Recovery of CaCO3 from nanofiltration reject is being achieved by reactive precipitation on addition of NaHCO3/Na2CO3 aqueous solution [30]. Similarly, recovery of MgSO4·7H2O from the reject from seawater nanofiltration, Ca2+ ions were precipitated as carbonates by reaction with NaHCO3/Na2CO3 to get calcium sulfate by precipitation, Sodium-bi-carbonate solutions are being produced by reactive transfer of carbon dioxide into sodium hydroxide solutions.
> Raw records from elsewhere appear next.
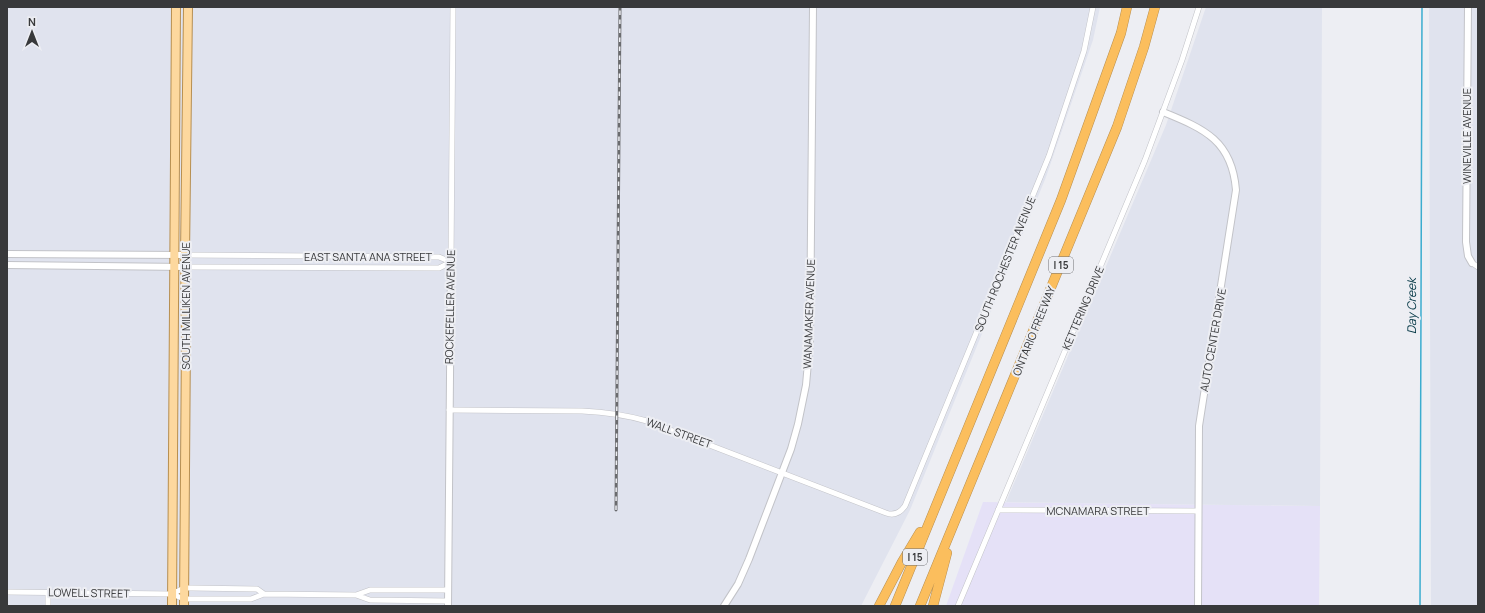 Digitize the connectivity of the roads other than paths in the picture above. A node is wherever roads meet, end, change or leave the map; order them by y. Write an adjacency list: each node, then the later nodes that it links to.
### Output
1 (176, 7): 12 (main road, SOUTH MILLIKEN AVENUE)
2 (188, 7): 13 (main road, SOUTH MILLIKEN AVENUE)
3 (453, 7): 14 (street, ROCKEFELLER AVENUE)
4 (813, 7): 20 (street, WANAMAKER AVENUE)
5 (1093, 7): 24 (street, SOUTH ROCHESTER AVENUE)
6 (1127, 7): 21 (highway, I 15)
7 (1155, 7): 25 (highway, ONTARIO FREEWAY / I 15)
8 (1199, 7): 10 (street, KETTERING DRIVE)
9 (1468, 7): 16 (street, WINEVILLE AVENUE)
10 (1164, 112): 22 (street, KETTERING DRIVE); 23 (street, AUTO CENTER DRIVE)
11 (7, 254): 12 (street, EAST SANTA ANA STREET)
12 (174, 255): 13 (street, EAST SANTA ANA STREET); 17 (main road, SOUTH MILLIKEN AVENUE)
13 (185, 255): 14 (street, EAST SANTA ANA STREET); 18 (main road, SOUTH MILLIKEN AVENUE)
14 (451, 262): 18 (street, EAST SANTA ANA STREET); 19 (street, ROCKEFELLER AVENUE)
15 (7, 265): 17 (street, EAST SANTA ANA STREET)
16 (1475, 265)
17 (174, 267): 18 (street, EAST SANTA ANA STREET); 30 (main road, SOUTH MILLIKEN AVENUE)
18 (186, 267): 26 (main road, SOUTH MILLIKEN AVENUE)
19 (449, 410): 20 (street, WALL STREET); 27 (street, ROCKEFELLER AVENUE)
20 (783, 472): 24 (street, WALL STREET); 37 (street, WANAMAKER AVENUE)
21 (934, 509): 38 (highway); 39 (highway, I 15)
22 (998, 510): 23 (street, MCNAMARA STREET); 42 (street, KETTERING DRIVE)
23 (1198, 511): 43 (street, AUTO CENTER DRIVE)
24 (898, 514)
25 (956, 518): 40 (highway, ONTARIO FREEWAY / I 15); 41 (highway)
26 (184, 588): 30 (street, LOWELL STREET); 31 (street, LOWELL STREET); 33 (main road, SOUTH MILLIKEN AVENUE)
27 (448, 590): 32 (street, LOWELL STREET); 34 (street, ROCKEFELLER AVENUE)
28 (7, 592): 29 (street, LOWELL STREET)
29 (48, 593): 30 (street, LOWELL STREET); 35 (street)
30 (172, 594): 33 (street, LOWELL STREET); 36 (main road, SOUTH MILLIKEN AVENUE)
31 (264, 594): 32 (street, LOWELL STREET); 33 (street, LOWELL STREET)
32 (356, 595): 34 (street, LOWELL STREET)
33 (184, 602)
34 (448, 604)
35 (48, 606)
36 (172, 606)
37 (724, 606)
38 (879, 606)
39 (895, 606)
40 (920, 606)
41 (933, 606)
42 (958, 606)
43 (1198, 606) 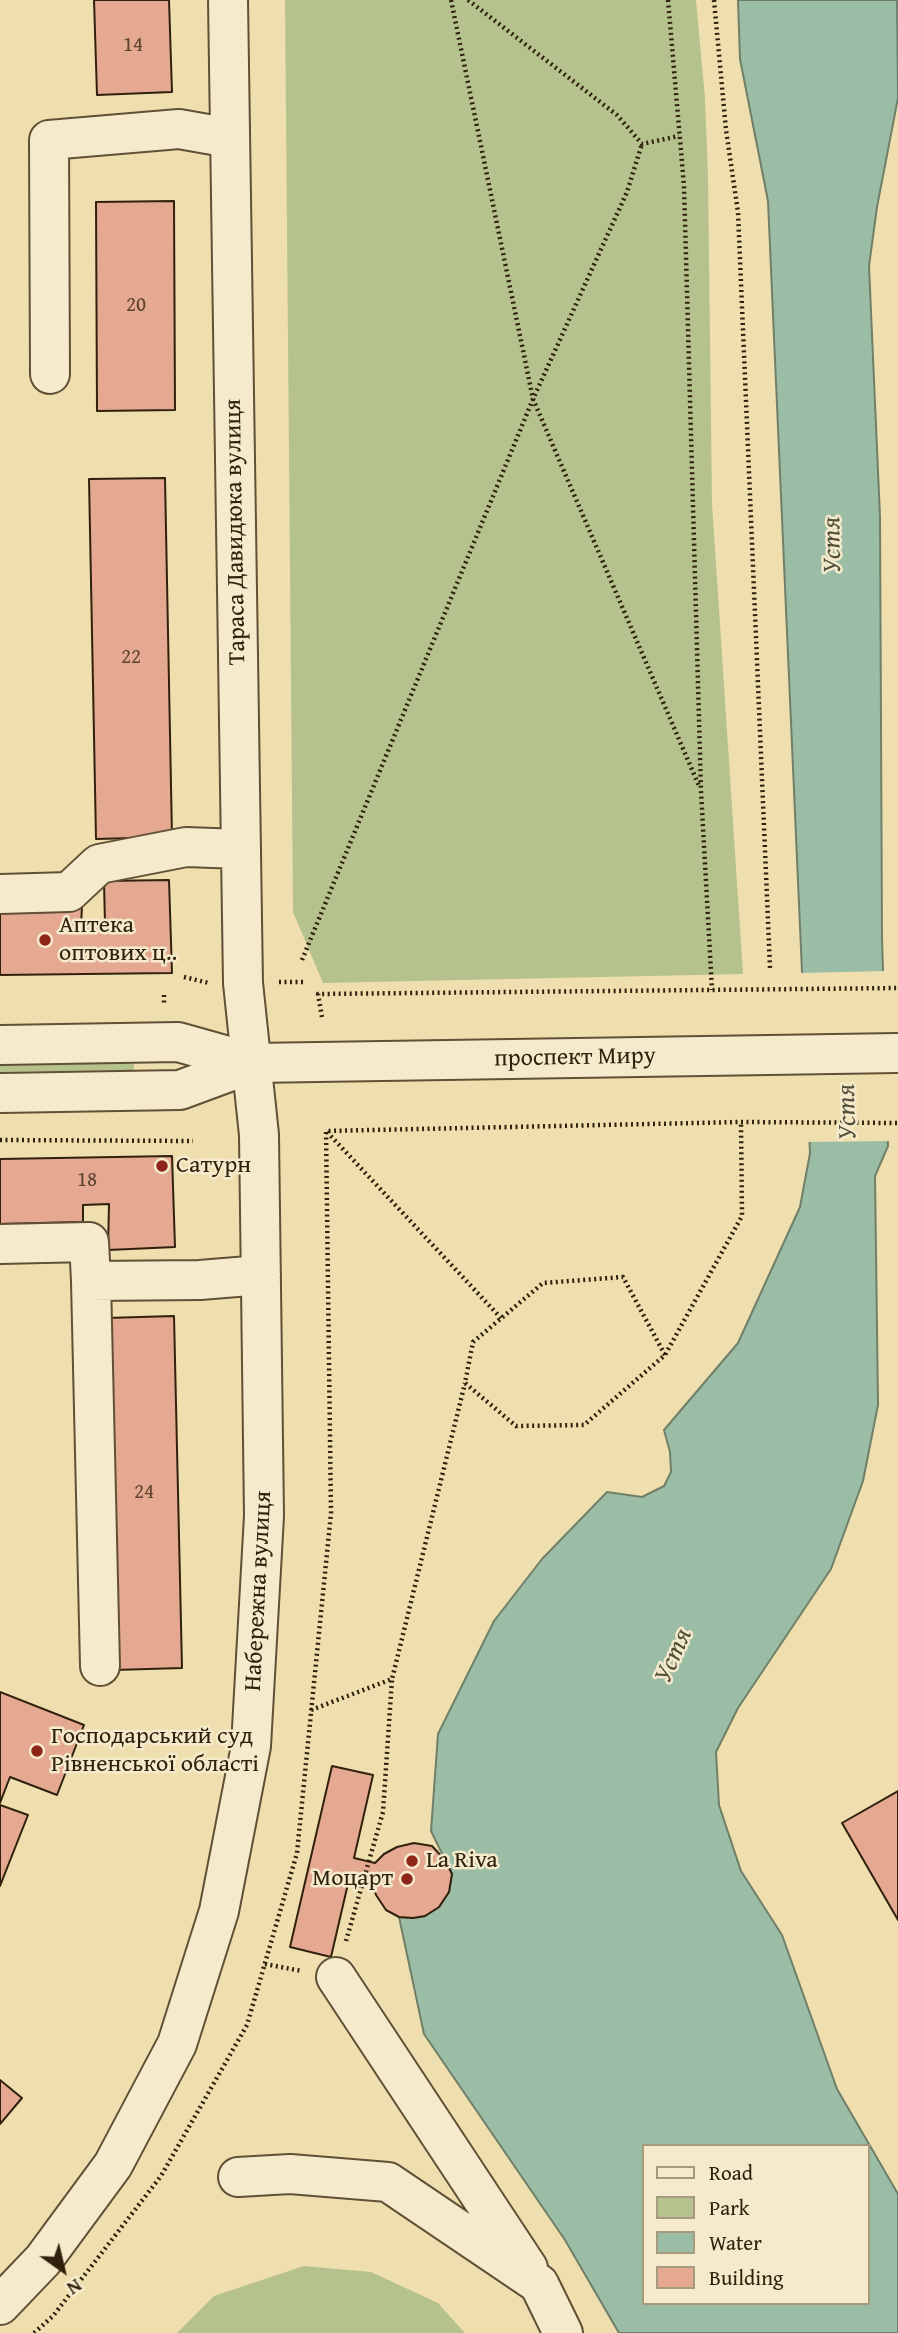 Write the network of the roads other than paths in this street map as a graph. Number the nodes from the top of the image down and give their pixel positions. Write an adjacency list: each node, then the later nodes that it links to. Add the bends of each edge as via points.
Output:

This technique has been used successfully to recover magnesium sulfate from sulfate rich brine, rock forming minerals, and salty lake water [31, 32, 33]. There are many sequential extraction of salts from rejected brine thus which high concentration of dissolved sulfate, potassium, and magnesium salts are being separated through multiple effect evaporator and cooling crystallization method, reactive precipitation methods [15, 28]. The use of lime favors selective separation of magnesium hydroxide from concentrate solution and thermal calcination of concentrate having sodium sulfate helps to recover Na2SO4 from wastewater [34]. The reject generated from textile dyeing industry contains large amount of Na2SO4 and thus being recovered through multiple effect evaporation and/or calcinating the concentrated reject in a muffle furnace at a temperature range of 300 and 800°C [35].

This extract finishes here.